When a person faces a decision of taking or not taking these kinds of substances, multiple factors come into play, such as social environment, family history and one's own experiences.
"There are still many questions to answer but what we discovered is very significant," points out Rosario Ruiz Olivares, head researcher in the study. She insists that although "what we could call an addictive personality does not exist," the study confirms that there is a very strong correlation between a personality characterized by hostility and competitiveness and consumption of illegal substances, such as cocaine, cannabis and hallucinogenics.
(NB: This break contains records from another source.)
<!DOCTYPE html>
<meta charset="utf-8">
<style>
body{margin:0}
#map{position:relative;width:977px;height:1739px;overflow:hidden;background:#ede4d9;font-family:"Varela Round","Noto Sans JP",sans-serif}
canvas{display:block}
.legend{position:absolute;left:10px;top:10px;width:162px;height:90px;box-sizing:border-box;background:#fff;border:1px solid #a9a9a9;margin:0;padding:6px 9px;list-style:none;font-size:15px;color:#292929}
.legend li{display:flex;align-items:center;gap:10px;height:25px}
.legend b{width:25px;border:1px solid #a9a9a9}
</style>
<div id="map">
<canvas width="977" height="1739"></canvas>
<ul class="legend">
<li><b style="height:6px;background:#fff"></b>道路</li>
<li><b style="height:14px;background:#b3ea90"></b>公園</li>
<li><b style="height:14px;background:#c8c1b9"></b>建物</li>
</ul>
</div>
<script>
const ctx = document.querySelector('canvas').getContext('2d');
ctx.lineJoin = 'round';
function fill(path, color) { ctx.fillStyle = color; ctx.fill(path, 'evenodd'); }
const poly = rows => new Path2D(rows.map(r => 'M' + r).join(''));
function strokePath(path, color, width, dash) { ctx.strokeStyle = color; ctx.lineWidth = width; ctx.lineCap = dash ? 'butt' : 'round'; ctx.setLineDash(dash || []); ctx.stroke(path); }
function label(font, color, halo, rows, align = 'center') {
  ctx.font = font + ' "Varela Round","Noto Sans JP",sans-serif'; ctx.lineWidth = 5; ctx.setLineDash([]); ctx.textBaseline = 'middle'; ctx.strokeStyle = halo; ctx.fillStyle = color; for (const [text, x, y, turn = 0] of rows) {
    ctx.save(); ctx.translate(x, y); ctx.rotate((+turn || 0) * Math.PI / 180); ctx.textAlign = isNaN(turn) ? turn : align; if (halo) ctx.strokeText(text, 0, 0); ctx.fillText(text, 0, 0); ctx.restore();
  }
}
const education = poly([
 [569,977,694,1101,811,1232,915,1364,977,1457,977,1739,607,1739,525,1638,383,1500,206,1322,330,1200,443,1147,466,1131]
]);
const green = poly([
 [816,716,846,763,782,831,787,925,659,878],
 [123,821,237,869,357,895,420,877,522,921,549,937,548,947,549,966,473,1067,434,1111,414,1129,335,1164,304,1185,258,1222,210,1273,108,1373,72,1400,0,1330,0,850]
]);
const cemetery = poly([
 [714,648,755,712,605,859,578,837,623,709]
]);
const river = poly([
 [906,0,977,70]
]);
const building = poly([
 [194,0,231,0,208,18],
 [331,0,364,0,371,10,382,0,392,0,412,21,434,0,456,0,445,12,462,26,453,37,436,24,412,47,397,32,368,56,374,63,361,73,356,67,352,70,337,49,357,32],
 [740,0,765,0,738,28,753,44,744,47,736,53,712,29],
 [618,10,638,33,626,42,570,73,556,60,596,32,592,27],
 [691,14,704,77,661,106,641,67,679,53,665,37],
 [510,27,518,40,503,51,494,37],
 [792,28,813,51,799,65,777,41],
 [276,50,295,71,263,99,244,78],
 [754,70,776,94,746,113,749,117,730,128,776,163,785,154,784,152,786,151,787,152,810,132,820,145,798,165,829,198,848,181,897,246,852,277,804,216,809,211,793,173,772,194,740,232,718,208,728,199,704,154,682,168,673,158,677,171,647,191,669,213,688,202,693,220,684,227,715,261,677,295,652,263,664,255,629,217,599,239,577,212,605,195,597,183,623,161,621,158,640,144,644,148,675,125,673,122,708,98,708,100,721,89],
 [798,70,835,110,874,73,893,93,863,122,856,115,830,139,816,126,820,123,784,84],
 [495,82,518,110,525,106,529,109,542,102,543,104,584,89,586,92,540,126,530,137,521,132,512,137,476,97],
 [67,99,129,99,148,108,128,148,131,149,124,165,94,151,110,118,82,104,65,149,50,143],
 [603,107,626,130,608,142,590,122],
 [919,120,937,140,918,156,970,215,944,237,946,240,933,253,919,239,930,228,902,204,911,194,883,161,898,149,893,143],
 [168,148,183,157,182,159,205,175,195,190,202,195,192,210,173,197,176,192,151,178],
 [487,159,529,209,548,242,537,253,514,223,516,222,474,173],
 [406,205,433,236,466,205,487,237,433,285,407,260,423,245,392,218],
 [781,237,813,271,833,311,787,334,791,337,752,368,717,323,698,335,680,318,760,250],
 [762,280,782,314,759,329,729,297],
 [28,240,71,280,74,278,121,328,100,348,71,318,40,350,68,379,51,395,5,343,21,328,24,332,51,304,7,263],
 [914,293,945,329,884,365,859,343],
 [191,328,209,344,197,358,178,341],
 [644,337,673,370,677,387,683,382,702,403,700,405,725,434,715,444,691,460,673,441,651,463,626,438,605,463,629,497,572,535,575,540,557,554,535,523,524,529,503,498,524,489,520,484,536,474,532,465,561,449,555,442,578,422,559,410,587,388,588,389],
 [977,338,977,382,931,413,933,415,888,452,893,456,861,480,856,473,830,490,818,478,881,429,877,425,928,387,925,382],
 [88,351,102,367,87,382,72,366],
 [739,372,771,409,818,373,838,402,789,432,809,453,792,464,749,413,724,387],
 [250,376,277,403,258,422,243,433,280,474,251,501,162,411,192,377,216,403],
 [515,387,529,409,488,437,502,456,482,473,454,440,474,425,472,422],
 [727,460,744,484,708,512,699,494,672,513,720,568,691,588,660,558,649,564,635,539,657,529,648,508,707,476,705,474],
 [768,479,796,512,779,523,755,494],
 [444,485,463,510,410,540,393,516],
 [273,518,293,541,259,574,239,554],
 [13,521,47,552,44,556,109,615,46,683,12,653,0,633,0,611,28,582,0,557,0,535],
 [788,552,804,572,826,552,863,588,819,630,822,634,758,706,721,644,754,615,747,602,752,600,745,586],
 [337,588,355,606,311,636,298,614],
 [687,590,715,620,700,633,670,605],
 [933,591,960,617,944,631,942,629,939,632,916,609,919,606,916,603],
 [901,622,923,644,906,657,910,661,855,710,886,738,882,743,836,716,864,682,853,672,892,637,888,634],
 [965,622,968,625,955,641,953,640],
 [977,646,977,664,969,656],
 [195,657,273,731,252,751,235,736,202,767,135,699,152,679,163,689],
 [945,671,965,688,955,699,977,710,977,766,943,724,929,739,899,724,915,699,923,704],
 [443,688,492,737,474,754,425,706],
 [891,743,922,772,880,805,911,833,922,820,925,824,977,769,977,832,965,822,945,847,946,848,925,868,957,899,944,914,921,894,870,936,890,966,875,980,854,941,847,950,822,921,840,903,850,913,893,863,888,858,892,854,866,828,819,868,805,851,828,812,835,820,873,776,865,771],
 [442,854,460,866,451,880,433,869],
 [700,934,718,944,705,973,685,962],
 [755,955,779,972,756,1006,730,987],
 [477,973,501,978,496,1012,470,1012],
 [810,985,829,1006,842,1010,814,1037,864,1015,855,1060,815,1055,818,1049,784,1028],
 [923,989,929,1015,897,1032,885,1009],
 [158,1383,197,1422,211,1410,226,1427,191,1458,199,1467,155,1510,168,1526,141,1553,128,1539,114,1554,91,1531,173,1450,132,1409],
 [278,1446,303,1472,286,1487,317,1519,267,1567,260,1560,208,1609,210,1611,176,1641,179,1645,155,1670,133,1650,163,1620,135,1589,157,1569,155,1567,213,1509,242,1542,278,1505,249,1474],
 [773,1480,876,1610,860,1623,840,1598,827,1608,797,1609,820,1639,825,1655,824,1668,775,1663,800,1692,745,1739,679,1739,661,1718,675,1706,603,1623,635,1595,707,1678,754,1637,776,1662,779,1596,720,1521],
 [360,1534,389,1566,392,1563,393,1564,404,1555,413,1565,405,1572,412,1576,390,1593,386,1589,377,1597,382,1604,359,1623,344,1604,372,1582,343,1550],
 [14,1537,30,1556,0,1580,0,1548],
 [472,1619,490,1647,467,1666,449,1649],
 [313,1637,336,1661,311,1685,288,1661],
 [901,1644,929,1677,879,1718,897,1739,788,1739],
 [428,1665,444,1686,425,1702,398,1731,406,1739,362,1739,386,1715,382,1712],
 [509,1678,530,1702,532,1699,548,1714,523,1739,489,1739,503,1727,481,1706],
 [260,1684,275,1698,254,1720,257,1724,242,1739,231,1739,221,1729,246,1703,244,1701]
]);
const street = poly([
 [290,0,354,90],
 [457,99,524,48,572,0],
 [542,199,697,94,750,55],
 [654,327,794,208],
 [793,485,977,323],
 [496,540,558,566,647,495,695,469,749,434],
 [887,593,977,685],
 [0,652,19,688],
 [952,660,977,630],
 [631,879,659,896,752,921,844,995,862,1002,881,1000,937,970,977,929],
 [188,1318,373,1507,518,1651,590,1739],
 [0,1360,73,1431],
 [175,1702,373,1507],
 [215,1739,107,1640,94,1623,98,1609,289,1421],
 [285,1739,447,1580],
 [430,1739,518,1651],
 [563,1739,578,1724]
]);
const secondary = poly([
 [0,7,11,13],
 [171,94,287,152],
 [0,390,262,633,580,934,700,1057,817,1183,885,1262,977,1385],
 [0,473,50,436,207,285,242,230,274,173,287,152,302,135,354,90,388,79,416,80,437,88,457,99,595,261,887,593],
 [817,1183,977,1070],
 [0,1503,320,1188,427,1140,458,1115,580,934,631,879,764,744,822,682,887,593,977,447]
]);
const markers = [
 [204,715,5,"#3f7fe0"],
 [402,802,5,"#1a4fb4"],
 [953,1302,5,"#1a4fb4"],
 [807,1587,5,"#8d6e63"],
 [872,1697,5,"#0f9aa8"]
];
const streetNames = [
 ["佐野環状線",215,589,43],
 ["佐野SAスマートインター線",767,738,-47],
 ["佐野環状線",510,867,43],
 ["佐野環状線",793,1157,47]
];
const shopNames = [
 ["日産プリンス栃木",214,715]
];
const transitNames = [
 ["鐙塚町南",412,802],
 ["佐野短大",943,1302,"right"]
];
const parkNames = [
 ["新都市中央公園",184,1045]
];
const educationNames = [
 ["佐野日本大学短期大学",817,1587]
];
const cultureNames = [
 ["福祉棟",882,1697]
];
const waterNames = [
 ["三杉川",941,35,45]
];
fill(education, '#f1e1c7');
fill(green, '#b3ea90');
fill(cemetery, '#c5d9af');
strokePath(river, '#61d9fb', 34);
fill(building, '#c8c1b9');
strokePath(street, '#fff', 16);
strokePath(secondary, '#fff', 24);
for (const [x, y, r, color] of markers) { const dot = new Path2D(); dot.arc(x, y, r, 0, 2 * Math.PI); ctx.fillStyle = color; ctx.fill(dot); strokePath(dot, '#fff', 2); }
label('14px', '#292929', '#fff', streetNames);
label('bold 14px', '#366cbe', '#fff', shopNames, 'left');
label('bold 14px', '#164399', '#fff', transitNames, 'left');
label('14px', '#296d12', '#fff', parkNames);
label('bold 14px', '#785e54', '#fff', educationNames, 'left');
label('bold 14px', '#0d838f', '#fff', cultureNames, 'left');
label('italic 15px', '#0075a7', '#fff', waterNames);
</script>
Much like having these personality traits is a risk factor, people who are patient, less hostile, and not competitive have a much lower likelihood of being drug users. "This kind of personality is a protective factor for drug consumption and is especially meaningful in the case of alcohol and tobacco," says the researcher.
In order to perform the study, socio-demographic and personality questionnaires were completed by 3,816 young people in the province of Cordoba between the ages of 18 and 29. "In the future, we would like to broaden the sample to a national level and study behavior patterns according to the person's gender," states Rosario Ruiz.
These results represent an important step in the field of preventing drug consumption among young people, since it could focus specifically on people who demonstrate hostile and competitive traits.
Furthermore, it will not only help in prevention, but also in the help provided in a clinical setting, given that people who have these characteristics can find it more difficult to overcome their addiction. If detected, kinds of specific psychological therapy could be designed to work on these personality traits that influence drug abuse.